Different setups of ascorbic acid a-cellular assay for measuring oxidative stress potential of airborne particulate

As there is increasing evidence that the mechanism of adverse effects caused by inhaled ambient particulate matter (PM) is mediated by the generation of reactive oxygen species (ROS), the oxidative potential (OP) has been proposed as a biologically relevant metric for assessing PM toxicity. Among the different cell-free assays developed for measuring OP, in this work we characterize the ascorbic acid assay, as an inexpensive and user-friendly method based on spectrophotometric measurements of depletion rate of ascorbate oxidized by redox-active species (OPAA). Given the important role of lung lining fluid antioxidants in ROS formation, the purpose of our study is to investigate the effects of different compositions of antioxidants to be more representative surrogate lung fluid (SLF). In addition to ascorbate (AA),we include typical lung concentrations of reduced glutathione (GSH) and urate (UA), which are naturally occurring in the lung fluid, and citrate (Cit), that is a good proxy for proteins that mobilize iron in the lung fluid. To address this, we quantified OPAA from standard solutions of two transition metals − Cu2+ and Fe2+ − and three quinones − 1,2-naphthoquinone (1,2-NPQ), 1,4-naphthoquinone (1,4-NPQ) and 9,10-phenantrenequinone (9,10-PNQ) − which are commonly found in atmospheric PM. We find that the antioxidant composition of our SLF significantly affects the AA depletion rate from all the investigated species, but with different dependence on the mixture complexity. Both citrate and glutathione decrease OPAA from Cu, if singly added to AA, and from Fe, if present in combination. This behaviour may be ascribed to formation of metal complexes, altering the reactivity of the metals.
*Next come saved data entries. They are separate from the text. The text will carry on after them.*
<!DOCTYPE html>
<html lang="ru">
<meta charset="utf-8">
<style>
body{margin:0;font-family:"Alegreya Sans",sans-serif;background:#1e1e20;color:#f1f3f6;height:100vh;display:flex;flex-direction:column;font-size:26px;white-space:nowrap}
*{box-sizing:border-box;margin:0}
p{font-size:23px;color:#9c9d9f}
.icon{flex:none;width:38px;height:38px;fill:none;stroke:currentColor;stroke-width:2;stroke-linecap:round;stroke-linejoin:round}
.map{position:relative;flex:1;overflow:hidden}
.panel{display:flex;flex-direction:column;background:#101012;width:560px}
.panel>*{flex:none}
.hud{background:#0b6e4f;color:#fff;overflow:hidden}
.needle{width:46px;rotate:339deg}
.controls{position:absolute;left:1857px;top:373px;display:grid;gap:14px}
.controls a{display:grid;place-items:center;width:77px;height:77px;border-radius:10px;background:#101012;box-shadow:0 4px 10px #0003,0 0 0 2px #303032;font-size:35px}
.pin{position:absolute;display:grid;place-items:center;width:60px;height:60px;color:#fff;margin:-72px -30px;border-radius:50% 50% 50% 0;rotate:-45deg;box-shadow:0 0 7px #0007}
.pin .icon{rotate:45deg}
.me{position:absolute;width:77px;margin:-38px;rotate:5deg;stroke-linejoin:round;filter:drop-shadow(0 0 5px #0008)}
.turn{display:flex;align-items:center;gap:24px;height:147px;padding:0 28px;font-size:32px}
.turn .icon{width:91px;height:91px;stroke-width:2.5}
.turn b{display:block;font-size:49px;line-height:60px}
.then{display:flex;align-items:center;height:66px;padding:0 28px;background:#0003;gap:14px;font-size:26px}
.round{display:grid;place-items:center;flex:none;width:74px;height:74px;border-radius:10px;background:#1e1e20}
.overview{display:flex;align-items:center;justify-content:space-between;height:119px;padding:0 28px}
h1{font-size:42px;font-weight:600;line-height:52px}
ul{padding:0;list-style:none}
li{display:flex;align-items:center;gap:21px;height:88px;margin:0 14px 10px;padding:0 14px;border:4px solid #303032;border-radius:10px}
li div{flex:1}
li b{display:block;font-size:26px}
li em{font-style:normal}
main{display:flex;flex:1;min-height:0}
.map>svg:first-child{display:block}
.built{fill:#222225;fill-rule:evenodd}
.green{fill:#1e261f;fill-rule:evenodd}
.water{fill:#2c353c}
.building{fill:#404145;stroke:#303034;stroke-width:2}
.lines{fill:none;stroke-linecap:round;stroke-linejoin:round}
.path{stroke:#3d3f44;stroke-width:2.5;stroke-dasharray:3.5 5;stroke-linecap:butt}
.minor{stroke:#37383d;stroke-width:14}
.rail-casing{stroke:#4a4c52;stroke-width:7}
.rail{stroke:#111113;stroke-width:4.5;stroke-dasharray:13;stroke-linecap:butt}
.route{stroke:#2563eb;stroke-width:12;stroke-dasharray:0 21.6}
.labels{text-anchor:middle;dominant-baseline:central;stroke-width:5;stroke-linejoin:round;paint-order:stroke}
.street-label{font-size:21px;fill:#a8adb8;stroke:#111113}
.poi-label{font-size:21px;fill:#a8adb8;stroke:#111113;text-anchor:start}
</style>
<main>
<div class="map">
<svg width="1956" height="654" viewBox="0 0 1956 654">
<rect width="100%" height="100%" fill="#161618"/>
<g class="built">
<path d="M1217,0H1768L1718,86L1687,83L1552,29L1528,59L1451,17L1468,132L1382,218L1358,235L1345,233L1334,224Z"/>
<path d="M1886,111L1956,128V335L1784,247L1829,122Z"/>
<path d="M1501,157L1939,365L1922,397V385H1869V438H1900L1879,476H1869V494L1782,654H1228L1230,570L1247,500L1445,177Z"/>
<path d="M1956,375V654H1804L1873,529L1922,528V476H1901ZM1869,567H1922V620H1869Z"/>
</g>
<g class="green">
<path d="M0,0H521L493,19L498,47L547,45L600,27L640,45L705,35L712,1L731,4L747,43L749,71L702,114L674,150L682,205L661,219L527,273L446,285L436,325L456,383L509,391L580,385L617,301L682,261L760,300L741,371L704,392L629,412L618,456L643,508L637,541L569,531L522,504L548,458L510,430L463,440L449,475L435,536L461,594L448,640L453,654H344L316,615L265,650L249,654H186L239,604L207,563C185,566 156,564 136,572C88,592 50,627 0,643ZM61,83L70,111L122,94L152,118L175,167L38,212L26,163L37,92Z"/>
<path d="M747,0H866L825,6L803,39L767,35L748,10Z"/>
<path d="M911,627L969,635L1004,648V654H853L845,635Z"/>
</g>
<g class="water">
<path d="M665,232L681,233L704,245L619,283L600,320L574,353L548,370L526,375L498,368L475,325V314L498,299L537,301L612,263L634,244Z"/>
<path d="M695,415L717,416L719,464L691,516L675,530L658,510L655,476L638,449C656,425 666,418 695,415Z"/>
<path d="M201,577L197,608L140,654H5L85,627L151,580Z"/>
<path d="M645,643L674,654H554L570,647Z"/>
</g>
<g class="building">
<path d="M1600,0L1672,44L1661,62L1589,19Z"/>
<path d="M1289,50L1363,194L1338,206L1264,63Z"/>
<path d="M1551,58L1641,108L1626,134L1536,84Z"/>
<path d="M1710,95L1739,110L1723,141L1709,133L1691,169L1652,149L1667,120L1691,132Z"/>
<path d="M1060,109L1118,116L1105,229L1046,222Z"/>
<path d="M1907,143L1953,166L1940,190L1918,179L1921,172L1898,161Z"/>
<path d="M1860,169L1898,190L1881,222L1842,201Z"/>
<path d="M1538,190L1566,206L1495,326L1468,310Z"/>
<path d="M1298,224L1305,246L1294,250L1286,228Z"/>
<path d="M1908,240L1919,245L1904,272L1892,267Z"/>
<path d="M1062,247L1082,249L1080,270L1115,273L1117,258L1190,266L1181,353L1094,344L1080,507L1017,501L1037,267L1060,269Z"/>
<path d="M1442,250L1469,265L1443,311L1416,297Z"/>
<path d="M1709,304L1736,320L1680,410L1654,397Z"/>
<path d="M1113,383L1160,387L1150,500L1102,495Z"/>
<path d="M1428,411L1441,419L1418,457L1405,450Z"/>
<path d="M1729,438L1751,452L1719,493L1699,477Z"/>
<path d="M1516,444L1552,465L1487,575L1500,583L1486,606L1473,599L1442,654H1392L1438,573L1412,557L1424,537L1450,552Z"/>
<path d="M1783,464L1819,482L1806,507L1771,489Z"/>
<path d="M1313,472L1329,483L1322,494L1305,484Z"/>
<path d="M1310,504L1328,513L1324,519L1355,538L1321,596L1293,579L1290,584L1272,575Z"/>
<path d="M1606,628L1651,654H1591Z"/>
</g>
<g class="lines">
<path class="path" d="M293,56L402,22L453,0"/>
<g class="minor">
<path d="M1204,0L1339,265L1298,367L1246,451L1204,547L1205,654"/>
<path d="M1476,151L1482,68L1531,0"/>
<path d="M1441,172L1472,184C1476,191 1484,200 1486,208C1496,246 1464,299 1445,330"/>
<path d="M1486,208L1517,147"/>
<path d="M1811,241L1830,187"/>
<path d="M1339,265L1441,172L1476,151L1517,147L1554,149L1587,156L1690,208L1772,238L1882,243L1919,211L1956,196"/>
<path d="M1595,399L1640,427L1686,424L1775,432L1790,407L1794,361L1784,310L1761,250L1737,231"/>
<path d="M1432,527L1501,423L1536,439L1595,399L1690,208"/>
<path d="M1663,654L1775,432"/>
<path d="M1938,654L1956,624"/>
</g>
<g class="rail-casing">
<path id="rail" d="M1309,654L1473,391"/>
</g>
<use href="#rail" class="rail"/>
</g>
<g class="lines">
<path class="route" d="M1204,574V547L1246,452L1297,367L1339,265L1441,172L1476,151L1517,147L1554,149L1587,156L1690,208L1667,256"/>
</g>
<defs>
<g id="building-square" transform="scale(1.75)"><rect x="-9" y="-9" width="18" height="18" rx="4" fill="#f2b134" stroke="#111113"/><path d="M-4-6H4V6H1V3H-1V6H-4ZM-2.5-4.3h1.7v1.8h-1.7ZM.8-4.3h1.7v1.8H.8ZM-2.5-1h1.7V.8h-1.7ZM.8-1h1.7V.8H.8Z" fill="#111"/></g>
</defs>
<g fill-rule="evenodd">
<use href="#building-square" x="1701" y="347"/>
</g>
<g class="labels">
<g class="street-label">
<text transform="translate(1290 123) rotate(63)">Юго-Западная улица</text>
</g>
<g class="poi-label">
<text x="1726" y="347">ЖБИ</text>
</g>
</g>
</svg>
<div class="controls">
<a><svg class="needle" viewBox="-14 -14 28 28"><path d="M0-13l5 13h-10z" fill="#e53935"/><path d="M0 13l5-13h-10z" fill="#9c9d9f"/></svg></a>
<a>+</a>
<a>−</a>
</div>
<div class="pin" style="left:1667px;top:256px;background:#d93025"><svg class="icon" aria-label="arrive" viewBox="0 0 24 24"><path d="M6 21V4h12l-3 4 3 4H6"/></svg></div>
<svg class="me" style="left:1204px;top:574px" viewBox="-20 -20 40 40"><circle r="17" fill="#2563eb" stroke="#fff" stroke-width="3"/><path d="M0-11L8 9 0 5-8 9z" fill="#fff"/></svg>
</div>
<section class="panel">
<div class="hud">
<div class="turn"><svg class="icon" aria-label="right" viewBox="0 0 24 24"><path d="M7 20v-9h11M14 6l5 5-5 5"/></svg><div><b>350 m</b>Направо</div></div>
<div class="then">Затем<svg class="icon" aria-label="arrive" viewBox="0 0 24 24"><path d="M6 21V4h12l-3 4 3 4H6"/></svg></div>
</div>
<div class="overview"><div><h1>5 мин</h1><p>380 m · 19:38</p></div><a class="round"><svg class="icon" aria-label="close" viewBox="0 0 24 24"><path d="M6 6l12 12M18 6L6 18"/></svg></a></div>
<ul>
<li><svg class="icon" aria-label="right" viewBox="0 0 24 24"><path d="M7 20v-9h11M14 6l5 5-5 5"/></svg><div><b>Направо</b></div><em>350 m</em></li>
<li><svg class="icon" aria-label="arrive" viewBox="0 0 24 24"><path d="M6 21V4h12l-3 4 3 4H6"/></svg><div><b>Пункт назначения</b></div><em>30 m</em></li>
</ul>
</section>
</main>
GSH suppress AA oxidation also for the investigated quinones, mainly if combined with Cit, independently of the additional presence of urate. These effects are likely due to the increase on the reductant properties of the composite SFL, due to the concomitant presence of several antioxidants. Although it is impossible to in vitro reproduce the complexity of particle−lung interactions, the composite surrogate lung lining fluid investigated in this work may represent an useful experimental set up for a screening assay for the oxidative potential of ambient PM.